After review on application for rehearing, I am of the opinion that no probable cause is shown for the officer's initial entry into appellant's mobile home. Although the officer's unidentified informant was shown *Page 810 to be reliable in the past, no basis is shown for his information. It is insufficient for an informant to merely state that he "just knows" who committed a crime. That is a bare conclusion on the part of the informant that will not support a search or a seizure. Aguilar v. Texas, 378 U.S. 108,84 S.Ct. 1509, 12 L.Ed.2d 723 (1964); Spinelli v. UnitedStates, 393 U.S. 410, 89 S.Ct. 584, 21 L.Ed.2d 637 (1969).
Likewise, a valid consent to enter the mobile home was not established. The fact that a young boy admitted entrance to the officers, after they identified themselves as officers, does not show a valid consent to enter without a warrant and to chase the appellant into another room where they were then in a position to claim that the "plain view" doctrine justified their actions.
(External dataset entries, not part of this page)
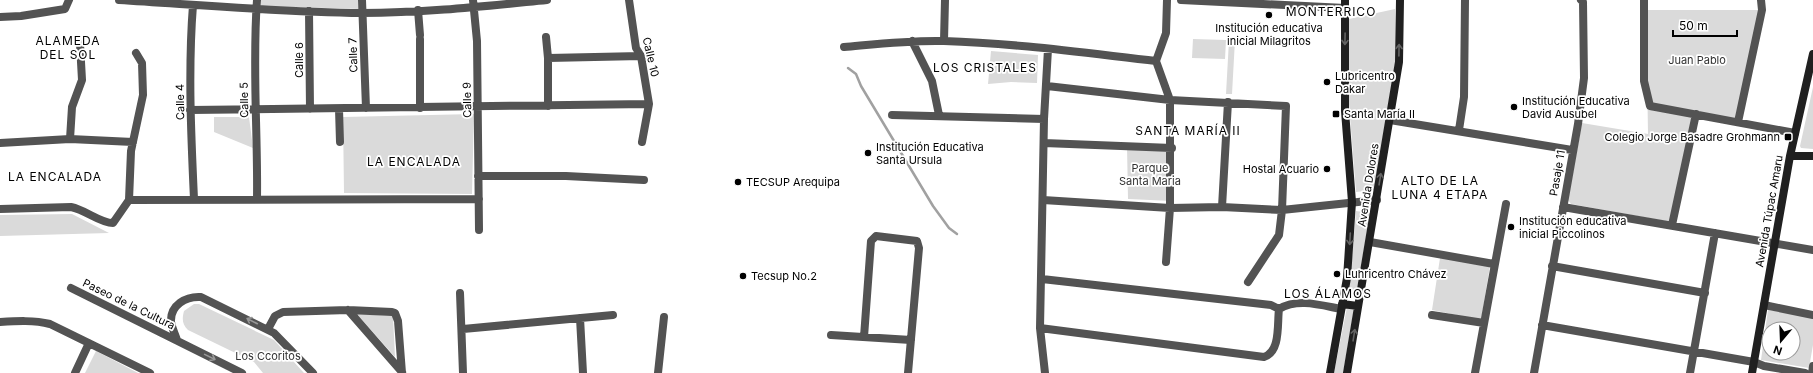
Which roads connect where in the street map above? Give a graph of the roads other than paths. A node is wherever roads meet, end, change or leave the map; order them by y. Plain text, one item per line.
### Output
1 (69, 0) edge
2 (119, 0) edge
3 (257, 0) edge
4 (362, 0) edge
5 (547, 0) edge
6 (629, 0) edge
7 (945, 0) edge
8 (1167, 0) edge
9 (1181, 0) edge
10 (1400, 0) edge
11 (1465, 0) edge
12 (1581, 0) edge
13 (1644, 0) edge
14 (1761, 0) edge
15 (1224, 1) edge
16 (1270, 2) edge
17 (473, 4) edge
18 (1345, 4) edge
19 (193, 5) junction
20 (256, 9) junction
21 (418, 10) junction
22 (309, 11) junction
23 (363, 13) junction
24 (0, 17) edge
25 (546, 37) dead end
26 (912, 41) junction
27 (944, 41) junction
28 (80, 44) dead end
29 (844, 47) dead end
30 (1048, 49) junction
31 (136, 53) dead end
32 (1813, 54) edge
33 (641, 56) junction
34 (548, 58) junction
35 (1156, 61) junction
36 (1047, 86) junction
37 (1170, 100) junction
38 (1228, 102) junction
39 (649, 104) junction
40 (548, 106) junction
41 (478, 107) junction
42 (366, 108) junction
43 (420, 108) junction
44 (310, 109) junction
45 (338, 109) junction
46 (190, 110) junction
47 (254, 110) junction
48 (892, 114) dead end
49 (1696, 114) junction
50 (939, 115) junction
51 (1044, 119) junction
52 (1390, 120) junction
53 (1738, 122) junction
54 (1459, 130) junction
55 (1795, 133) junction
56 (70, 139) junction
57 (133, 142) junction
58 (340, 142) dead end
59 (642, 142) dead end
60 (0, 143) edge
61 (1044, 143) junction
62 (1172, 148) junction
63 (1572, 150) junction
64 (1790, 156) junction
65 (1813, 156) edge
66 (478, 176) junction
67 (644, 180) dead end
68 (194, 199) junction
69 (257, 199) junction
70 (129, 200) junction
71 (479, 200) junction
72 (1043, 200) junction
73 (1377, 200) junction
74 (1352, 202) junction
75 (1506, 204) dead end
76 (1222, 207) junction
77 (1563, 207) junction
78 (0, 208) edge
79 (1170, 208) junction
80 (1282, 210) junction
81 (1672, 225) junction
82 (479, 230) dead end
83 (1715, 232) junction
84 (1370, 242) junction
85 (1775, 244) junction
86 (1813, 250) edge
87 (1166, 262) dead end
88 (1494, 264) junction
89 (1552, 266) junction
90 (1042, 279) junction
91 (1248, 282) dead end
92 (71, 288) dead end
93 (1705, 292) junction
94 (460, 293) dead end
95 (1764, 305) junction
96 (1342, 306) junction
97 (1358, 306) junction
98 (1279, 309) junction
99 (348, 310) junction
100 (1432, 314) dead end
101 (1813, 314) edge
102 (613, 315) dead end
103 (664, 317) dead end
104 (580, 318) junction
105 (0, 322) edge
106 (1484, 323) junction
107 (1542, 325) junction
108 (1040, 328) junction
109 (268, 329) junction
110 (463, 329) junction
111 (831, 335) dead end
112 (864, 337) junction
113 (177, 340) junction
114 (911, 340) junction
115 (89, 343) junction
116 (1694, 351) junction
117 (1754, 362) junction
118 (1813, 366) edge
119 (75, 373) edge
120 (150, 373) edge
121 (242, 373) edge
122 (313, 373) edge
123 (402, 373) edge
124 (463, 373) edge
125 (583, 373) edge
126 (658, 373) edge
127 (908, 373) edge
128 (1045, 373) edge
129 (1330, 373) edge
130 (1347, 373) edge
131 (1475, 373) edge
132 (1534, 373) edge
133 (1690, 373) edge
134 (1752, 373) edge
135 (1805, 373) edge
136 (1812, 373) edge

1 - 24 street
2 - 19 street
3 - 20 street, Calle 5
4 - 23 street, Calle 7
5 - 17 street
6 - 33 street, Calle 10
7 - 27 street
8 - 35 street
9 - 15 street
52 -> 10 main road, Avenida Dolores
11 - 54 street
12 - 63 street, Pasaje 11
13 - 49 street
14 - 53 street
15 - 16 street
16 - 18 street
17 - 21 street
17 - 41 street, Calle 9
18 -> 74 main road, Avenida Dolores
19 - 20 street
19 - 46 street, Calle 4
20 - 22 street
20 - 47 street, Calle 5
21 - 23 street
21 - 43 street
22 - 23 street
22 - 44 street, Calle 6
23 - 42 street, Calle 7
25 - 34 street
26 - 27 street
26 - 29 street
26 - 50 street
27 - 30 street
28 - 56 street
30 - 35 street
30 - 36 street
31 - 57 street
32 - 55 main road, Avenida Túpac Amaru
33 - 34 street
33 - 39 street, Calle 10
34 - 40 street
35 - 37 street
36 - 37 street
36 - 51 street
37 - 38 street
37 - 62 street
38 - 76 street
38 - 80 street
39 - 40 street
39 - 59 street, Calle 10
40 - 41 street
41 - 43 street
41 - 66 street, Calle 9
42 - 43 street
42 - 45 street
44 - 45 street
44 - 47 street
45 - 58 street
46 - 47 street
46 - 68 street, Calle 4
47 - 69 street, Calle 5
48 - 50 street
49 - 53 street
49 - 81 street
50 - 51 street
51 - 61 street
52 - 54 street
73 -> 52 main road, Avenida Dolores
53 - 55 street
54 - 63 street
55 - 64 main road, Avenida Túpac Amaru
56 - 57 street
56 - 60 street
57 - 70 street
61 - 62 street
61 - 72 street
62 - 79 street
63 - 77 street, Pasaje 11
64 - 65 main road
64 - 85 main road, Avenida Túpac Amaru
66 - 67 street
66 - 71 street, Calle 9
68 - 69 street
68 - 70 street
69 - 71 street
70 - 78 street
71 - 82 street, Calle 9
72 - 79 street
72 - 90 street
73 - 74 street
73 - 84 main road, Avenida Dolores
74 - 80 street
74 -> 96 main road, Avenida Dolores
75 - 88 street
76 - 79 street
76 - 80 street
77 - 81 street
77 - 89 street, Pasaje 11
79 - 87 street
80 - 91 street
81 - 83 street
83 - 85 street
83 - 93 street
84 - 88 street
84 - 97 main road, Avenida Dolores
85 - 86 street
85 - 95 main road, Avenida Túpac Amaru
88 - 106 street
89 - 93 street
89 - 107 street, Pasaje 11
90 - 98 street
90 - 108 street
92 - 113 street, Paseo de la Cultura
93 - 116 street
94 - 110 street
95 - 101 street
95 - 117 main road, Avenida Túpac Amaru
96 - 97 main road
96 - 98 street
96 - 129 main road, Avenida Dolores
130 -> 97 main road, Avenida Dolores
98 - 108 street
99 - 109 street
99 - 123 street
99 - 123 street
100 - 106 street
102 - 104 street
103 - 126 street
104 - 110 street
104 - 125 street
105 - 115 street
106 - 131 street
107 - 116 street
107 - 132 street, Pasaje 11
108 - 128 street
109 -> 113 street
109 - 122 street
110 - 124 street
111 - 112 street
112 - 114 street
112 - 114 street
113 -> 121 street, Paseo de la Cultura
114 - 127 street
115 - 119 street
115 - 120 street
116 - 117 street
116 - 133 street
117 - 134 main road, Avenida Túpac Amaru
117 - 135 street
118 - 136 street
The officers must be lawfully in the constitutionally protected area before they can claim benefit of the "plain view" doctrine.
Title 15, § 154, Code of Alabama 1940, authorizes an arrest without a warrant, (a) if a felony has been committed and, (b) the officer has "reasonable cause" to believe the person arrested committed the crime.
"Reasonable cause" is information from a credible source which, if presented to a magistrate, would require the issuance of a warrant. Berry v. State, 27 Ala. App. 507, 175 So. 407 (1937). In a more recent case where the facts of the arrest were similar to those in the instant case, a warrantless arrest was held to be legal because the officer's informant was an eyewitness to the crime. This Court went on to restate the established principle that, if a warrantless arrest is not based upon reasonable or probable cause, any evidence obtained thereby would be rendered inadmissible. Reese v. State,49 Ala. App. 167, 269 So.2d 622 (1972). If the warrantless arrest is not based upon probable cause, then use of "forbidden fruit" obtained as a result of the arrest, such as fingerprints or a subsequent in-custody identification, would likewise be rendered inadmissible. See Wong Sun v. United States,371 U.S. 471, 83 S.Ct. 407, 9 L.Ed.2d 441 (1963); Johnson v. Louisiana,406 U.S. 356, 92 S.Ct. 1620, 32 L.Ed.2d 152 (1972); Mapp v.Ohio, 367 U.S. 643, 81 S.Ct. 1684, 6 L.Ed.2d 1081 (1961); andDavis v. Mississippi, 394 U.S. 721, 89 S.Ct. 1394,22 L.Ed.2d 676 (1969).